Wallace applied for unemployment benefits and was initially determined ineligible because he was discharged for employment misconduct. He filed an administrative appeal to the Minnesota Department of Employment and Economic Development. An initial telephonic hearing was held before an unemployment-law judge. In January 2014, the unemployment-law judge issued a written decision of ineligibility determining that Wallace had committed employment misconduct. Wallace filed a request for reconsideration, and the unemployment-law judge affirmed the initial determination.
In April 2014, Wallace petitioned for certiorari review to this court for the first time.
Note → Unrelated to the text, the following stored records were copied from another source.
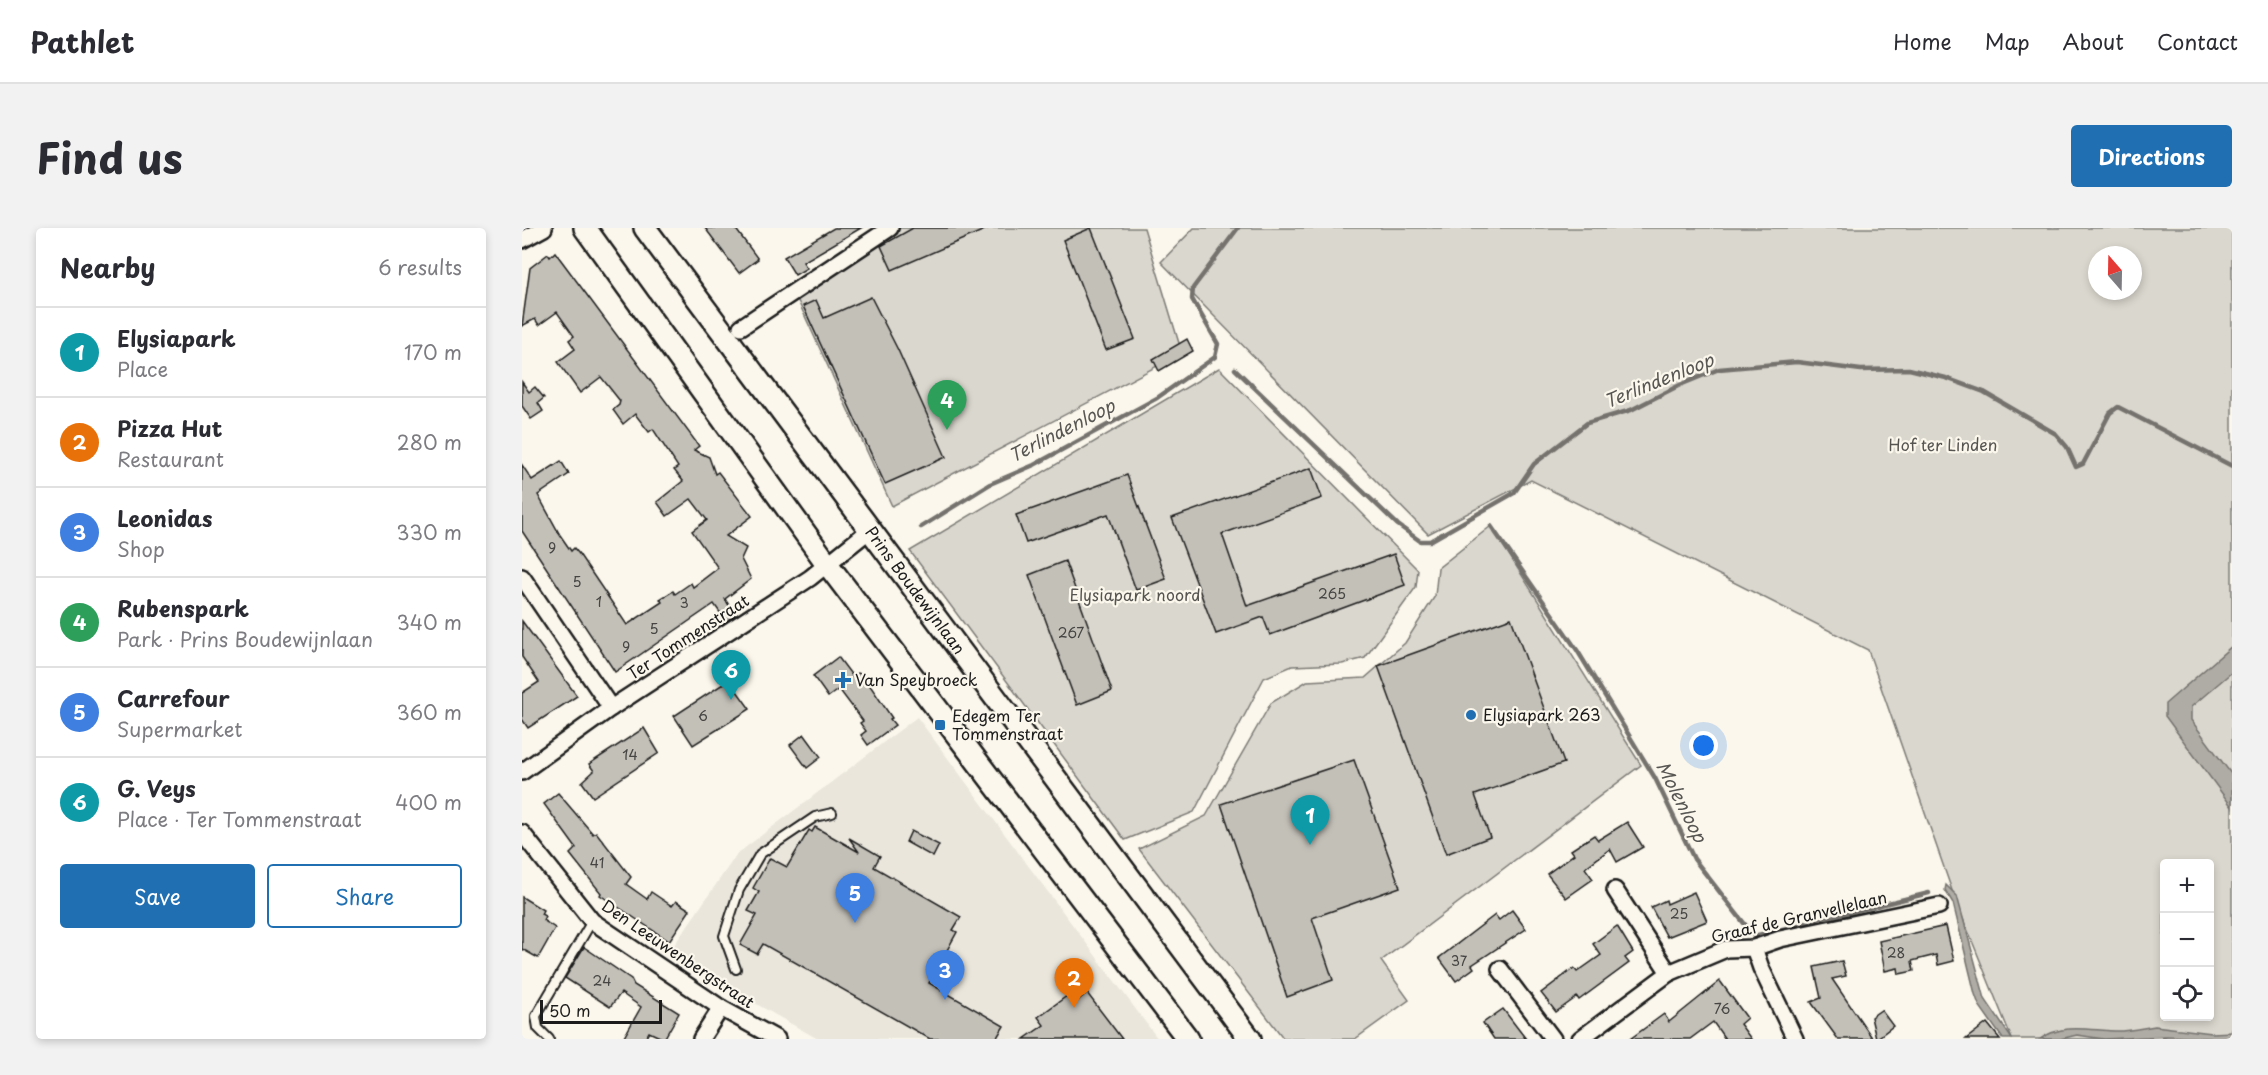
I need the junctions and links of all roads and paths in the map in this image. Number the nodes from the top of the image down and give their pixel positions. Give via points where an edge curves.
1 (544, 228) edge
2 (585, 228) edge
3 (645, 228) edge
4 (890, 228) edge
5 (522, 240) edge
6 (741, 327) dead end
7 (871, 529) junction
8 (828, 565) junction
9 (522, 577) edge
10 (611, 708) junction
11 (522, 772) edge
12 (832, 813) dead end
13 (524, 843) edge
14 (1615, 890) dead end
15 (1939, 906) dead end
16 (592, 921) junction
17 (1754, 948) junction
18 (736, 969) dead end
19 (1500, 969) dead end
20 (1669, 973) junction
21 (721, 1008) junction
22 (549, 1039) edge
23 (701, 1039) edge
24 (777, 1039) edge
25 (1188, 1039) edge
26 (1250, 1039) edge
27 (1553, 1039) edge
28 (1580, 1039) edge
29 (1795, 1039) edge

1 - 5 street
2 - 8 main road
3 - 7 main road, Prins Boudewijnlaan
4 - 6 street
7 - 8 street, Ter Tommenstraat
7 - 26 main road, Prins Boudewijnlaan
8 - 10 street, Ter Tommenstraat
8 - 25 main road
9 - 10 street
10 - 11 street, Ter Tommenstraat
12 - 18 lane via 815,817 760,854 739,890 724,936
13 - 16 street, Den Leeuwenbergstraat
14 - 20 street
15 - 17 street, Graaf de Granvellelaan via 1780,939
16 - 21 street, Den Leeuwenbergstraat
16 - 22 lane via 536,1016 538,1028
17 - 20 street, Graaf de Granvellelaan via 1726,949
17 - 29 street
19 - 27 street
20 - 28 street, Graaf de Granvellelaan
21 - 23 street
21 - 24 street, Den Leeuwenbergstraat

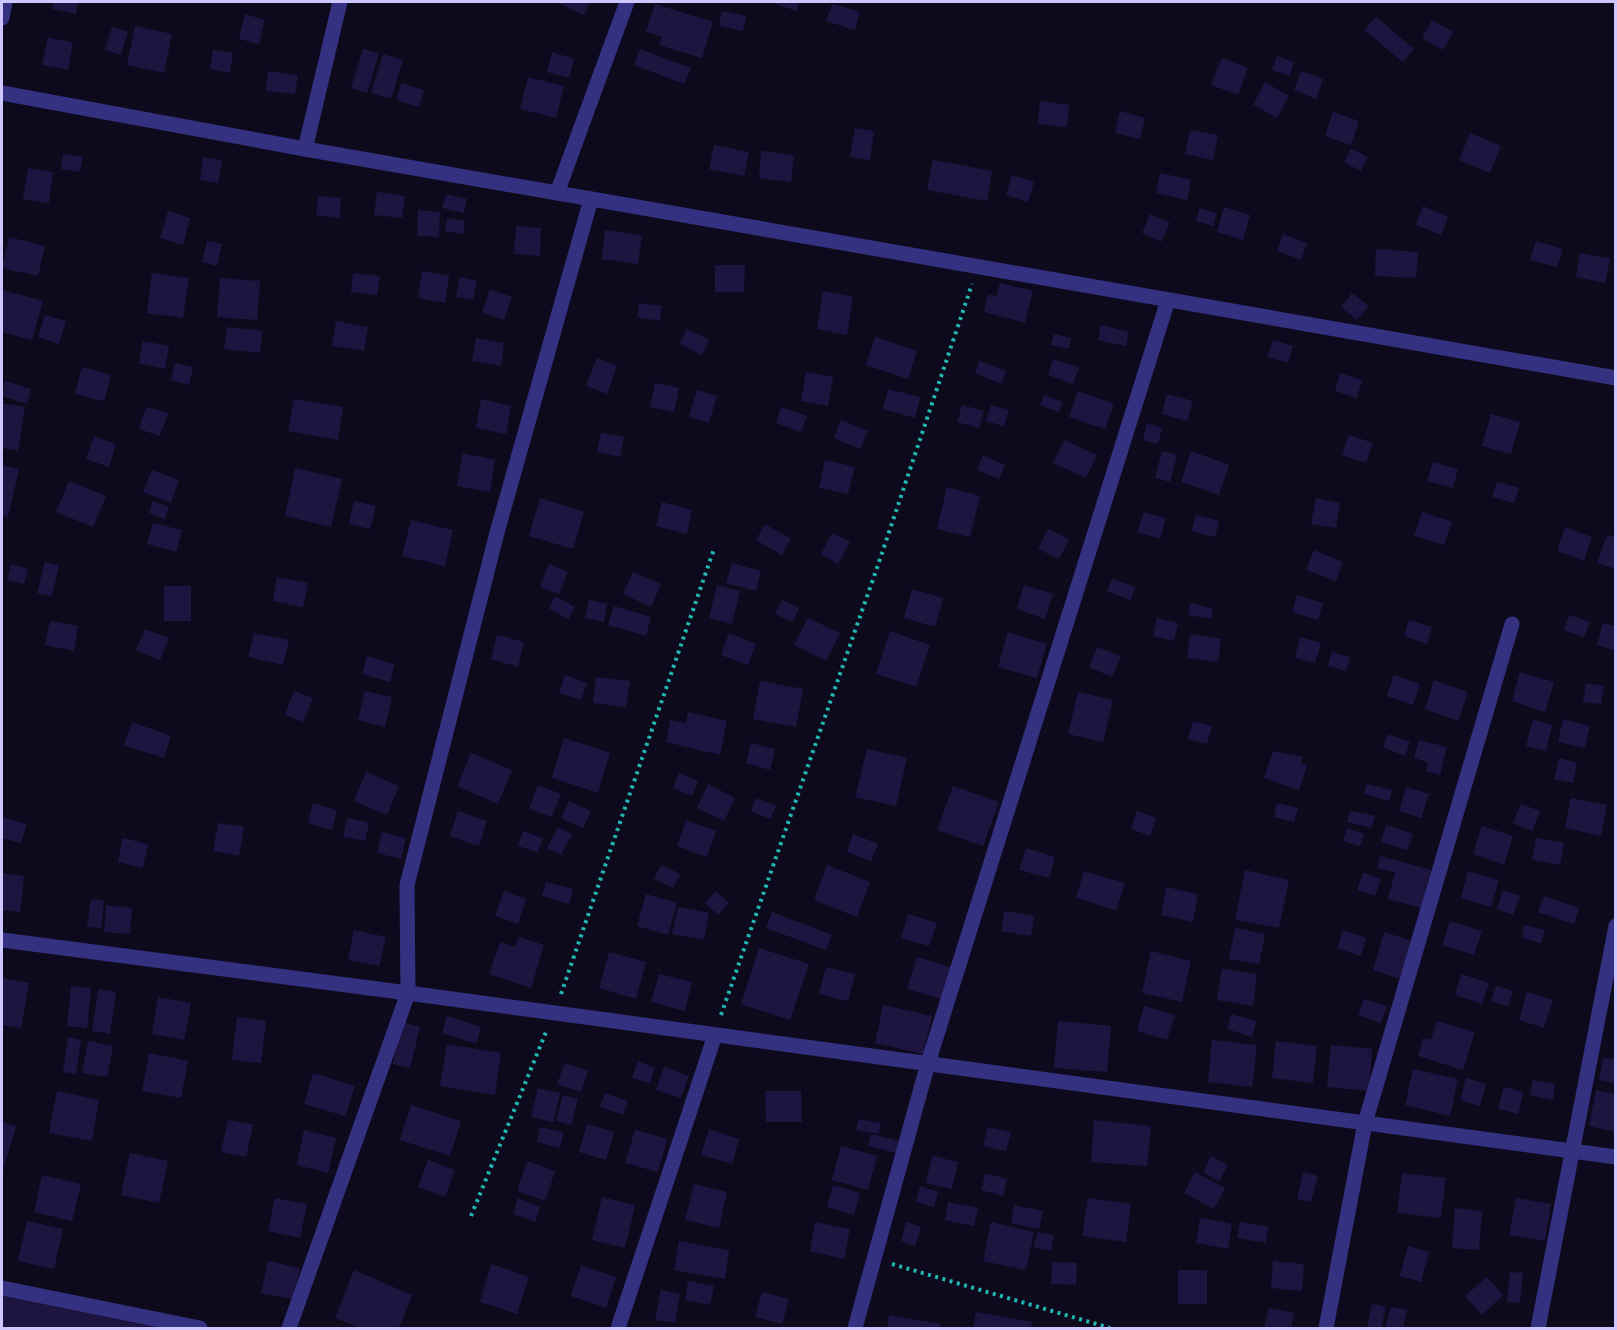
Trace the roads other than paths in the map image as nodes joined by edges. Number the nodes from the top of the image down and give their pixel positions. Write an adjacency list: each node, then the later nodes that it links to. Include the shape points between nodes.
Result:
1 (5, 2): 4 (street)
2 (340, 2): 6 (street)
3 (627, 2): 7 (street)
4 (2, 18)
5 (2, 93): 6 (street)
6 (305, 149): 7 (street)
7 (557, 193): 8 (street)
8 (591, 199): 9 (street); 14 (street, via 498,529 407,885)
9 (1168, 300): 10 (street); 16 (street)
10 (1616, 378)
11 (1512, 624): 17 (street)
12 (1616, 926): 18 (street)
13 (2, 940): 14 (street)
14 (408, 993): 15 (street); 22 (street)
15 (715, 1035): 16 (street); 23 (street)
16 (928, 1064): 17 (street); 24 (street)
17 (1365, 1123): 18 (street); 25 (street)
18 (1572, 1151): 19 (street); 26 (street)
19 (1616, 1157)
20 (2, 1288): 21 (street)
21 (200, 1329)
22 (289, 1329)
23 (618, 1329)
24 (855, 1329)
25 (1326, 1329)
26 (1538, 1329)

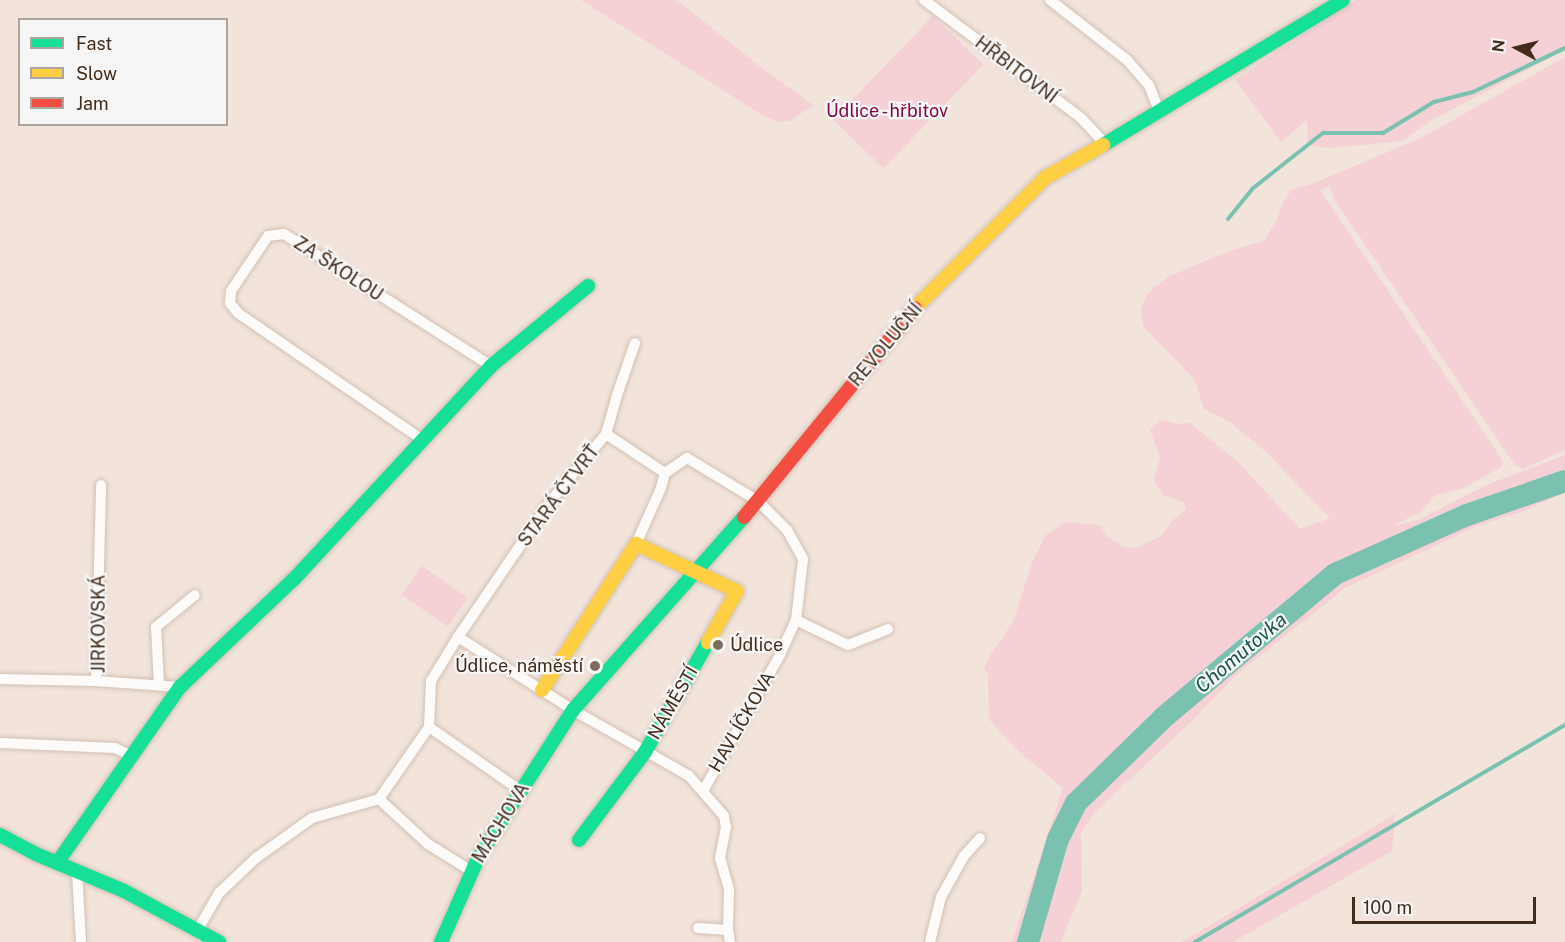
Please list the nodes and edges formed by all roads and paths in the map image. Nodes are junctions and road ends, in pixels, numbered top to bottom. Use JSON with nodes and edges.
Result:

The department filed a letter conceding that the unemployment-law judge's findings were unsupported by substantial evidence and that he abused his discretion in failing to order an additional hearing based on Wallace's request for reconsideration. In October 2014, this court issued a special-term order reversing and remanding to the department.
The department held a second telephonic hearing before a different unemployment-law judge in December 2014. At the outset of the second hearing, the unemployment-law judge stated that he would be considering new evidence in addition to the record from the first hearing. Over the course of the two hearings, testimony was taken from Wallace, his supervisor at the time of discharge, his first supervisor at the center, the center's executive director at the time of discharge, a management-level employee of the center, two probation officers, and a veterans court employee. Wallace was not represented by a lawyer at either hearing; a hearing representative participated on behalf of the center at both.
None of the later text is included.